(Beginning of Exercise materials)

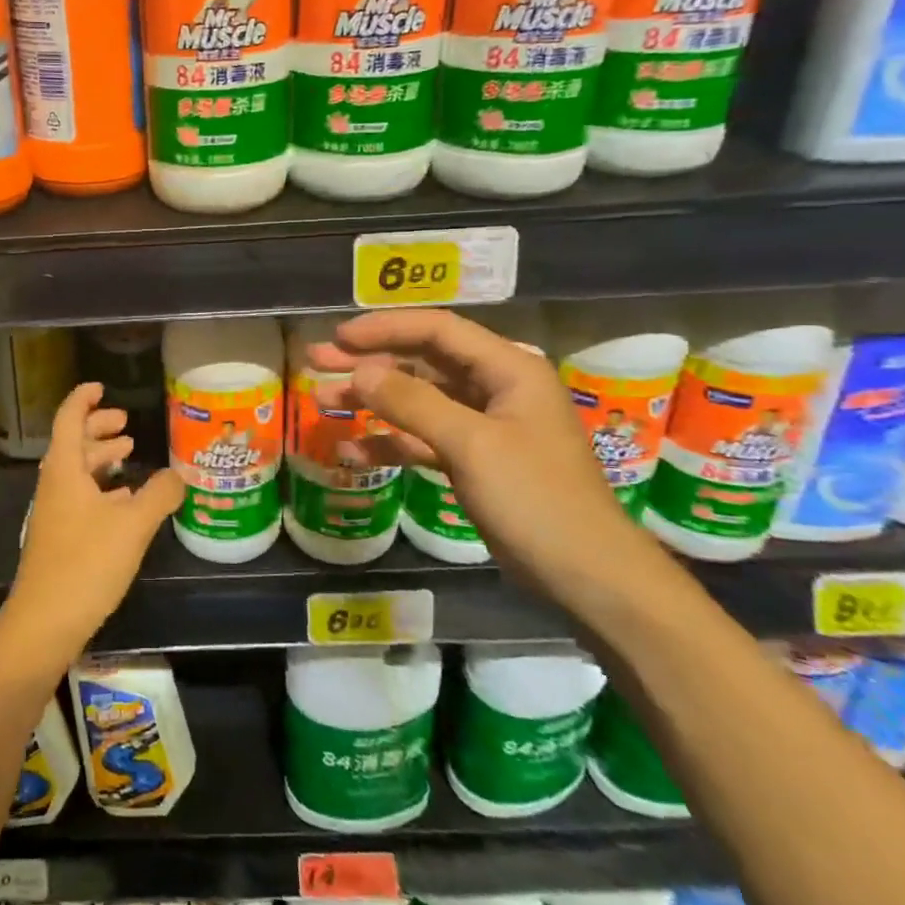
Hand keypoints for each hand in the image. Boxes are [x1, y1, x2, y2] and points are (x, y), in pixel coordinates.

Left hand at [0, 383, 183, 673]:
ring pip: (77, 473)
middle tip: (125, 423)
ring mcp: (55, 514)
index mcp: (64, 470)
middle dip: (98, 429)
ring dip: (100, 459)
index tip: (101, 387)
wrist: (45, 622)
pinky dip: (101, 489)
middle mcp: (55, 486)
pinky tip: (124, 502)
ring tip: (128, 455)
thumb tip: (179, 473)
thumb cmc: (86, 563)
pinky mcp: (60, 539)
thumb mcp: (132, 525)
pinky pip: (80, 498)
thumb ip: (159, 495)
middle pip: (73, 444)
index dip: (83, 400)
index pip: (69, 419)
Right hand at [311, 309, 660, 607]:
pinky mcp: (474, 461)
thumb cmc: (536, 499)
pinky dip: (390, 443)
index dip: (384, 329)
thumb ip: (413, 403)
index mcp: (508, 369)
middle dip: (369, 362)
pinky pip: (423, 440)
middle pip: (422, 362)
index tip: (338, 338)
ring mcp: (484, 427)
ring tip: (325, 403)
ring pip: (417, 401)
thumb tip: (361, 372)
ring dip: (372, 401)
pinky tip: (353, 452)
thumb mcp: (472, 445)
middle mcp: (496, 388)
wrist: (587, 575)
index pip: (438, 330)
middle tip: (317, 362)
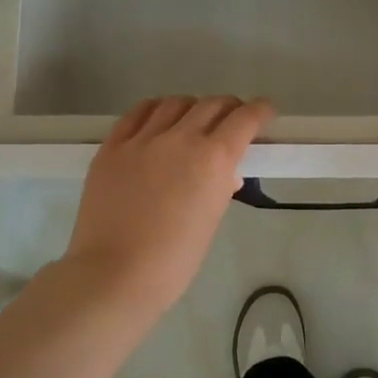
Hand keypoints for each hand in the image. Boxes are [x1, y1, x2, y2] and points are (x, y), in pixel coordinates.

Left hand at [63, 96, 272, 312]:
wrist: (113, 274)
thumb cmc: (173, 260)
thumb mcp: (211, 220)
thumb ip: (220, 187)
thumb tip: (225, 172)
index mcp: (213, 159)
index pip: (245, 119)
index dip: (260, 111)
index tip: (265, 112)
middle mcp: (181, 138)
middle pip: (212, 104)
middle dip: (229, 107)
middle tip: (232, 119)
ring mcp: (143, 139)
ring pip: (175, 103)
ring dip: (192, 107)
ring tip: (192, 120)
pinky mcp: (112, 146)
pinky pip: (137, 113)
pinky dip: (155, 110)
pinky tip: (158, 119)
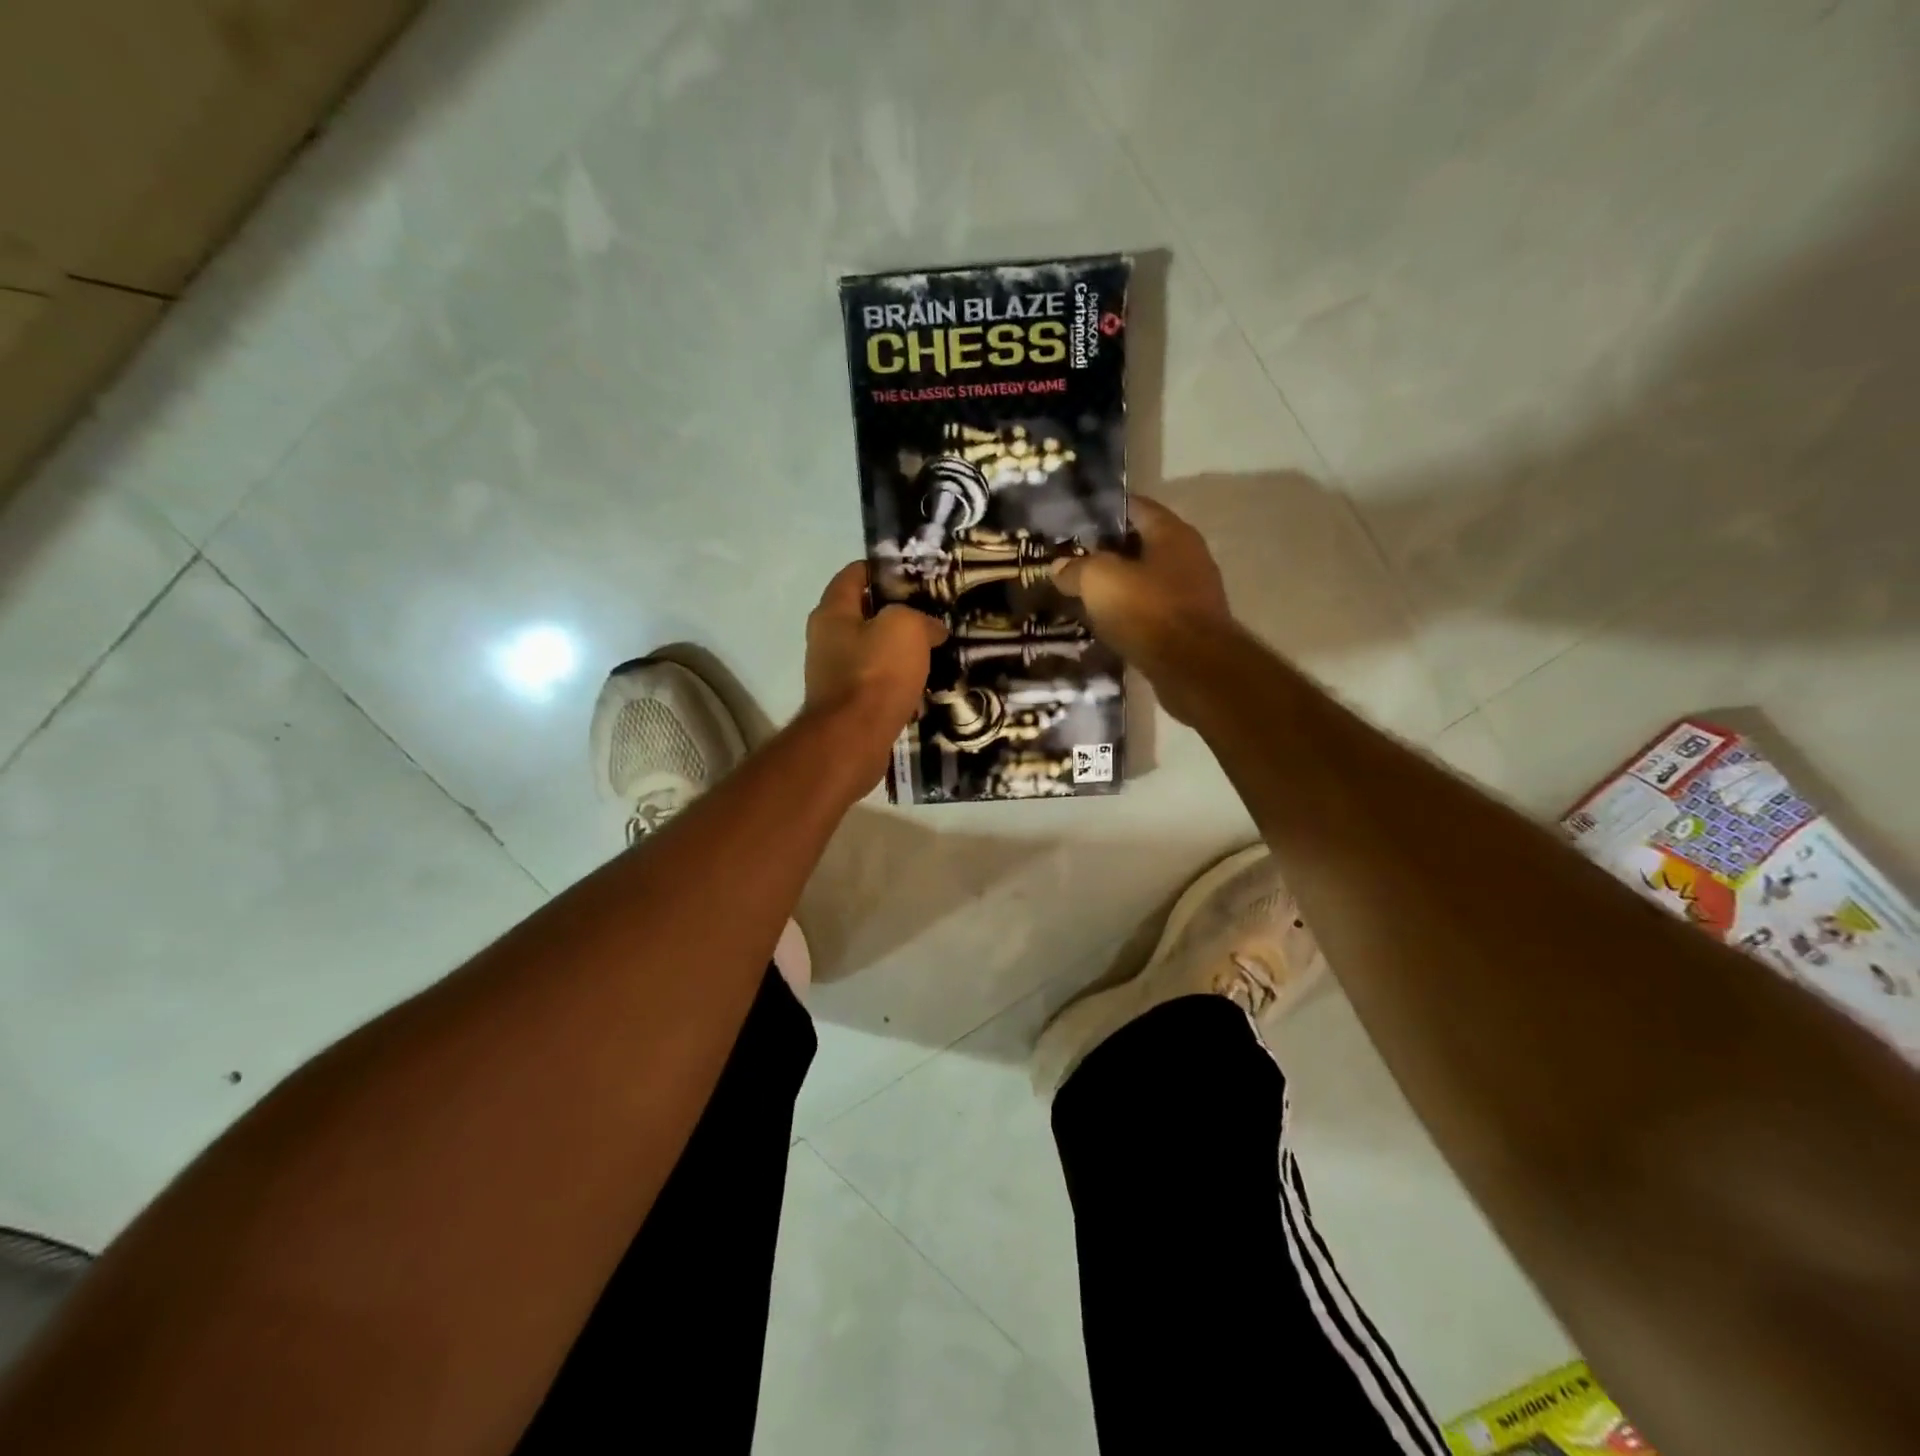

(End of Exercise materials)

Exercise brief: For this exercise, print all of the entries exactly as they appear, but without pictures.

Solution to this exercise:
Hand keypoints for each hand in the image. Boxes are [x1, y1, x2, y2] and points are (x, y), in pixel coordinates.

Left hand at [0, 383, 183, 673]:
ring pip: (77, 473)
middle tip: (125, 423)
ring mcp: (55, 514)
index mcp: (64, 470)
middle dip: (98, 429)
ring dip: (100, 459)
index tip: (101, 387)
wrist: (45, 622)
pinky dip: (101, 489)
middle mcp: (55, 486)
pinky tip: (124, 502)
ring tip: (128, 455)
thumb tip: (179, 473)
thumb cmc: (86, 563)
pinky mcp: (60, 539)
thumb mcp: (132, 525)
pinky pip: (80, 498)
thumb ip: (159, 495)
middle pip: (73, 444)
index dip: (83, 400)
index pip: (69, 419)
Right hand at [311, 309, 660, 607]:
pinky mcp: (474, 461)
thumb cmc: (536, 499)
pinky dip: (390, 443)
index dip: (384, 329)
thumb ip: (413, 403)
index mcp: (508, 369)
middle dip: (369, 362)
pinky pip: (423, 440)
middle pip: (422, 362)
index tip: (338, 338)
ring mcp: (484, 427)
ring tip: (325, 403)
ring pip: (417, 401)
thumb tip: (361, 372)
ring dip: (372, 401)
pinky tip: (353, 452)
thumb mcp: (472, 445)
middle mcp: (496, 388)
wrist: (587, 575)
index pip: (438, 330)
middle tip: (317, 362)
Hand keypoints for each hand in the image. Boxes are [x1, y1, x2, y2] and points are (x, y), in pixel coordinates.

Left hand at [63, 96, 272, 312]:
wrist: (113, 274)
thumb cmc: (173, 260)
thumb mcp: (211, 220)
thumb ip: (220, 187)
thumb tip: (225, 172)
index mcp: (213, 159)
index pip: (245, 119)
index dip: (260, 111)
index tip: (265, 112)
middle mcp: (181, 138)
middle pip: (212, 104)
middle dip: (229, 107)
middle tip: (232, 119)
ring mcp: (143, 139)
ring pip: (175, 103)
ring dip: (192, 107)
ring tip: (192, 120)
pinky mcp: (112, 146)
pinky pip: (137, 113)
pinky dip: (155, 110)
pinky tip: (158, 119)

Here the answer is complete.